Stored data:
- Opening Delimiter -
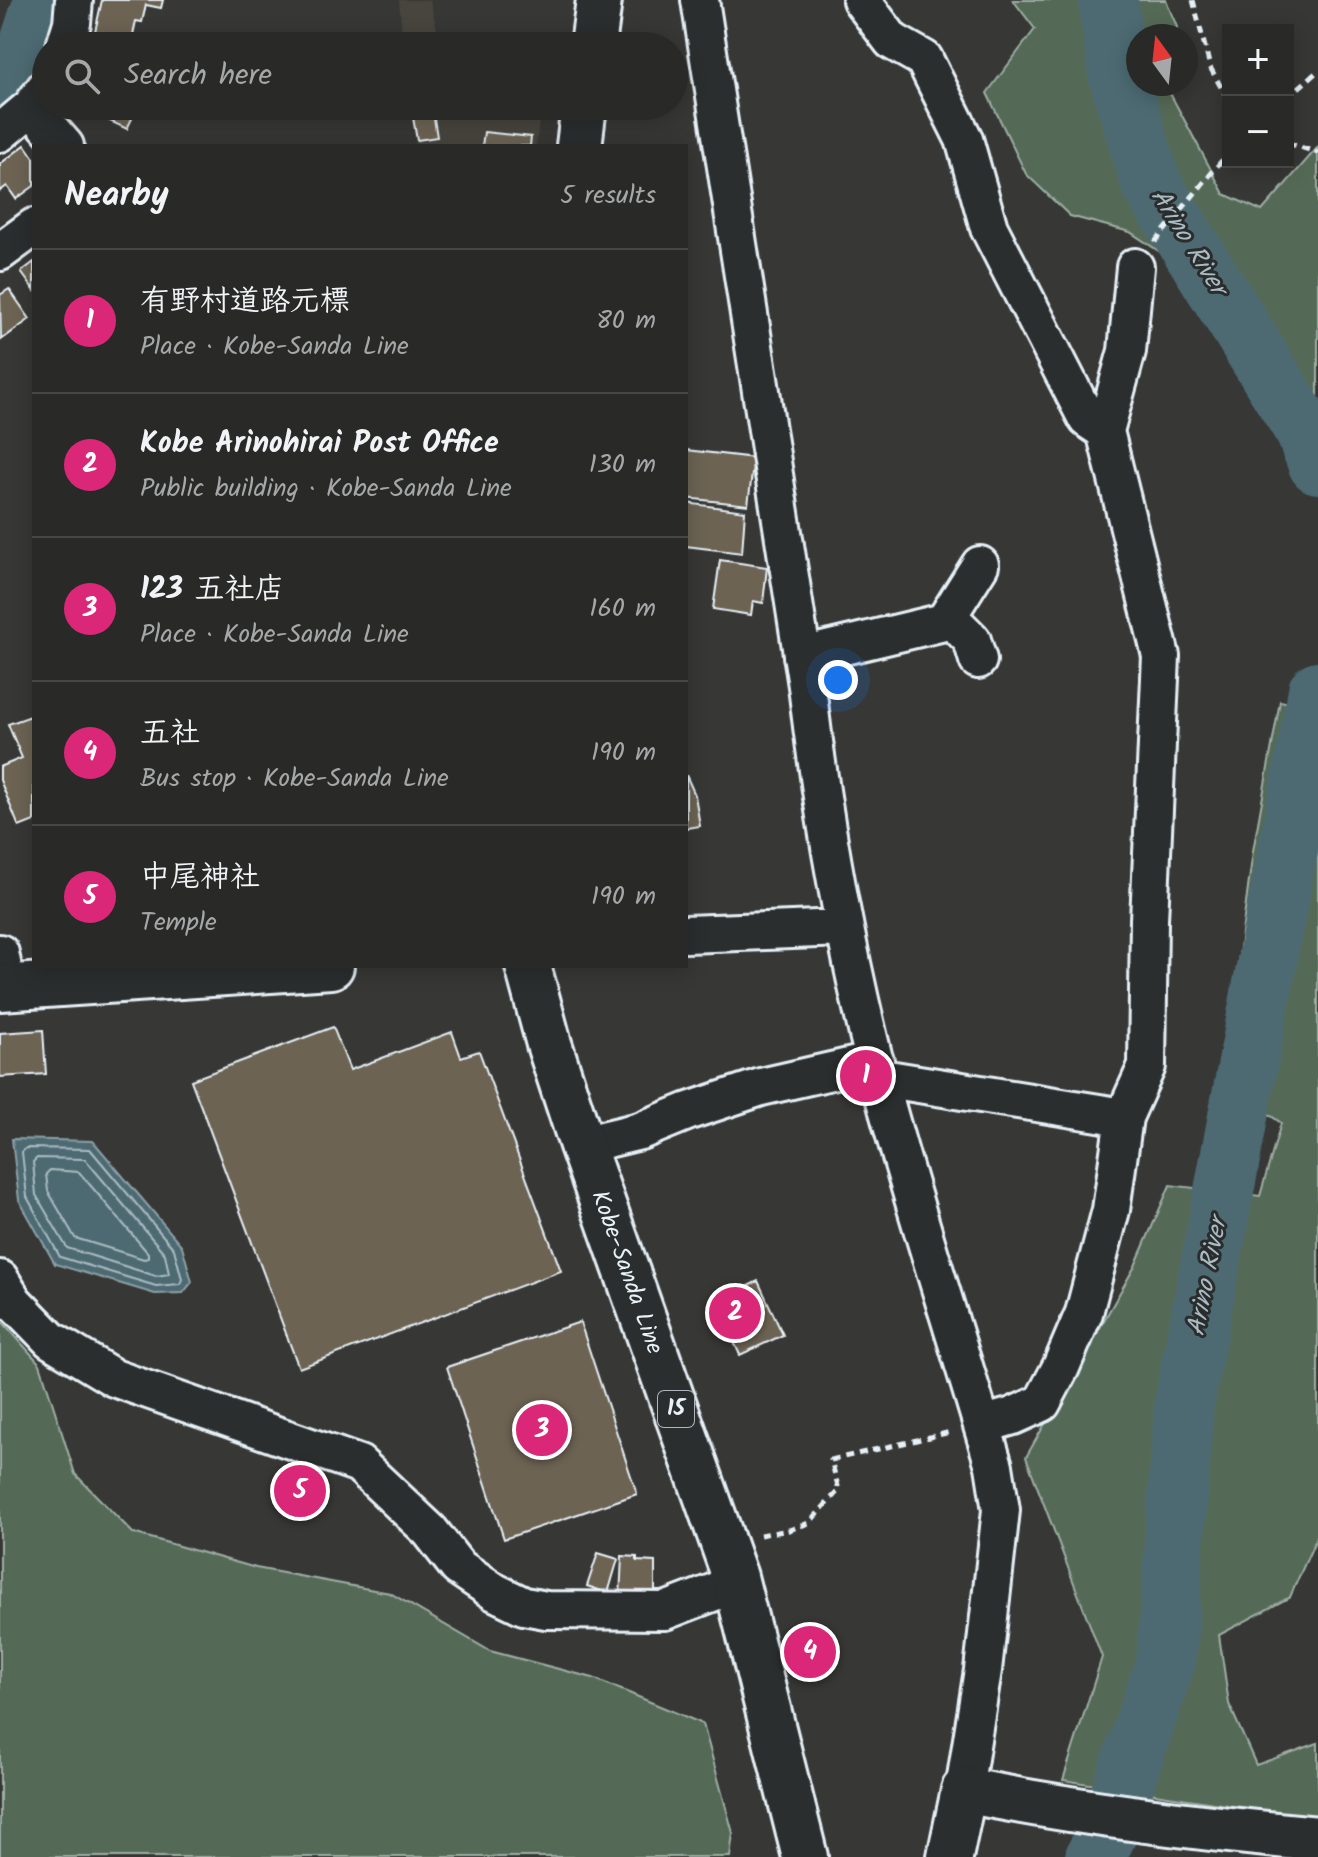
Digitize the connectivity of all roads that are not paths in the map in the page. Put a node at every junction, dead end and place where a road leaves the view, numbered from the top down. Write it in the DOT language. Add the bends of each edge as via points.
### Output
graph roads {
  1 [pos="74,0"];
  2 [pos="599,0"];
  3 [pos="700,0"];
  4 [pos="861,0"];
  5 [pos="69,32"];
  6 [pos="595,32"];
  7 [pos="32,103"];
  8 [pos="51,120"];
  9 [pos="582,120"];
  10 [pos="0,133"];
  11 [pos="64,144"];
  12 [pos="579,144"];
  13 [pos="32,228"];
  14 [pos="0,252"];
  15 [pos="1135,267"];
  16 [pos="1105,431"];
  17 [pos="980,565"];
  18 [pos="948,616"];
  19 [pos="802,656"];
  20 [pos="978,660"];
  21 [pos="844,928"];
  22 [pos="688,934"];
  23 [pos="265,968"];
  24 [pos="529,968"];
  25 [pos="2,976"];
  26 [pos="878,1072"];
  27 [pos="1124,1117"];
  28 [pos="582,1145"];
  29 [pos="0,1279"];
  30 [pos="982,1425"];
  31 [pos="729,1559"];
  32 [pos="964,1790"];
  33 [pos="1318,1839"];
  34 [pos="805,1857"];
  35 [pos="950,1857"];
  1 -- 5 [label="street"];
  2 -- 6 [label="main road"];
  3 -- 19 [label="street"];
  4 -- 16 [label="street" via="892,41 924,59 964,139 989,228 1087,419"];
  7 -- 10 [label="street"];
  8 -- 11 [label="street"];
  9 -- 12 [label="main road"];
  13 -- 14 [label="street"];
  15 -- 16 [label="street" via="1127,351"];
  16 -- 27 [label="street" via="1161,656 1147,1066"];
  17 -- 18 [label="street"];
  18 -- 19 [label="street" via="944,622"];
  18 -- 20 [label="street" via="972,640"];
  19 -- 21 [label="street"];
  21 -- 22 [label="street"];
  21 -- 26 [label="street"];
  23 -- 25 [label="main road"];
  24 -- 28 [label="main road, Kobe-Sanda Line / 15"];
  26 -- 27 [label="street" via="894,1080"];
  26 -- 28 [label="street" via="761,1087 640,1131"];
  26 -- 30 [label="street"];
  27 -- 30 [label="street" via="1111,1210 1084,1313 1061,1367 1042,1403"];
  28 -- 31 [label="main road, Kobe-Sanda Line / 15"];
  29 -- 31 [label="street" via="14,1302 51,1340 114,1378 359,1464 430,1531 458,1567 524,1606 665,1611 717,1591"];
  30 -- 32 [label="street" via="1001,1510"];
  31 -- 34 [label="main road, Kobe-Sanda Line / 15"];
  32 -- 33 [label="main road" via="1058,1809"];
  32 -- 35 [label="main road"];
}
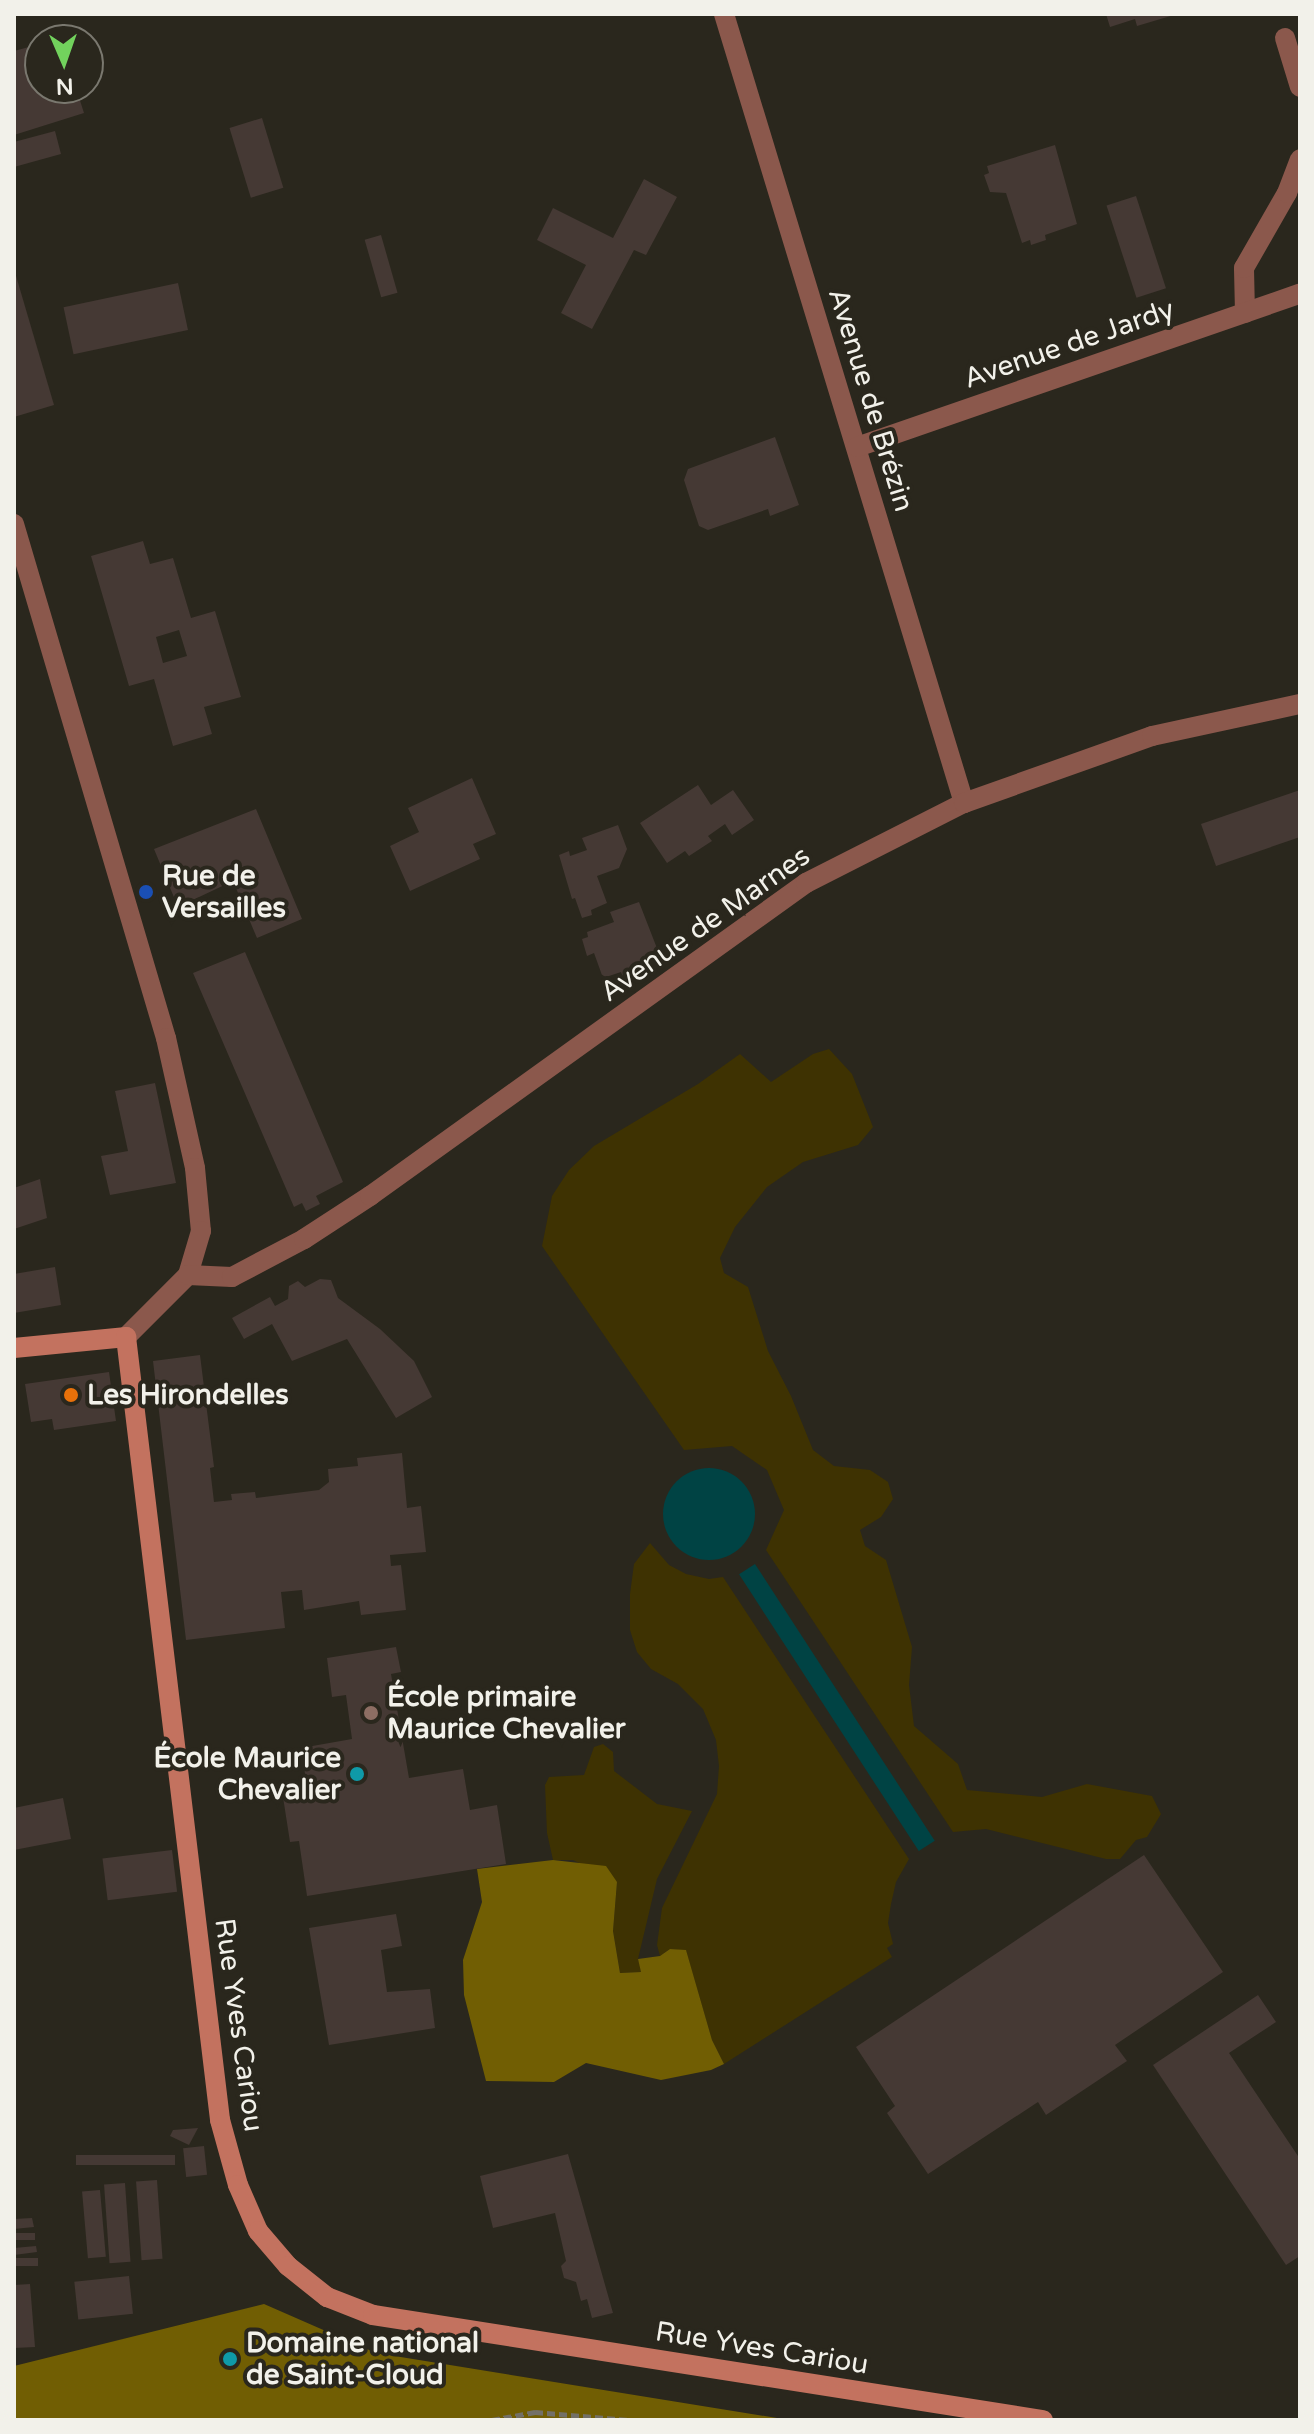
- Closing Delimiter -
- _Required work_
A verbatim copy of the entries, without the pictures, is what this task requires.

- _Exercise answer_
Digitize the connectivity of all roads that are not paths in the map in the page. Put a node at every junction, dead end and place where a road leaves the view, numbered from the top down. Write it in the DOT language. Add the bends of each edge as via points.
### Output
graph roads {
  1 [pos="74,0"];
  2 [pos="599,0"];
  3 [pos="700,0"];
  4 [pos="861,0"];
  5 [pos="69,32"];
  6 [pos="595,32"];
  7 [pos="32,103"];
  8 [pos="51,120"];
  9 [pos="582,120"];
  10 [pos="0,133"];
  11 [pos="64,144"];
  12 [pos="579,144"];
  13 [pos="32,228"];
  14 [pos="0,252"];
  15 [pos="1135,267"];
  16 [pos="1105,431"];
  17 [pos="980,565"];
  18 [pos="948,616"];
  19 [pos="802,656"];
  20 [pos="978,660"];
  21 [pos="844,928"];
  22 [pos="688,934"];
  23 [pos="265,968"];
  24 [pos="529,968"];
  25 [pos="2,976"];
  26 [pos="878,1072"];
  27 [pos="1124,1117"];
  28 [pos="582,1145"];
  29 [pos="0,1279"];
  30 [pos="982,1425"];
  31 [pos="729,1559"];
  32 [pos="964,1790"];
  33 [pos="1318,1839"];
  34 [pos="805,1857"];
  35 [pos="950,1857"];
  1 -- 5 [label="street"];
  2 -- 6 [label="main road"];
  3 -- 19 [label="street"];
  4 -- 16 [label="street" via="892,41 924,59 964,139 989,228 1087,419"];
  7 -- 10 [label="street"];
  8 -- 11 [label="street"];
  9 -- 12 [label="main road"];
  13 -- 14 [label="street"];
  15 -- 16 [label="street" via="1127,351"];
  16 -- 27 [label="street" via="1161,656 1147,1066"];
  17 -- 18 [label="street"];
  18 -- 19 [label="street" via="944,622"];
  18 -- 20 [label="street" via="972,640"];
  19 -- 21 [label="street"];
  21 -- 22 [label="street"];
  21 -- 26 [label="street"];
  23 -- 25 [label="main road"];
  24 -- 28 [label="main road, Kobe-Sanda Line / 15"];
  26 -- 27 [label="street" via="894,1080"];
  26 -- 28 [label="street" via="761,1087 640,1131"];
  26 -- 30 [label="street"];
  27 -- 30 [label="street" via="1111,1210 1084,1313 1061,1367 1042,1403"];
  28 -- 31 [label="main road, Kobe-Sanda Line / 15"];
  29 -- 31 [label="street" via="14,1302 51,1340 114,1378 359,1464 430,1531 458,1567 524,1606 665,1611 717,1591"];
  30 -- 32 [label="street" via="1001,1510"];
  31 -- 34 [label="main road, Kobe-Sanda Line / 15"];
  32 -- 33 [label="main road" via="1058,1809"];
  32 -- 35 [label="main road"];
}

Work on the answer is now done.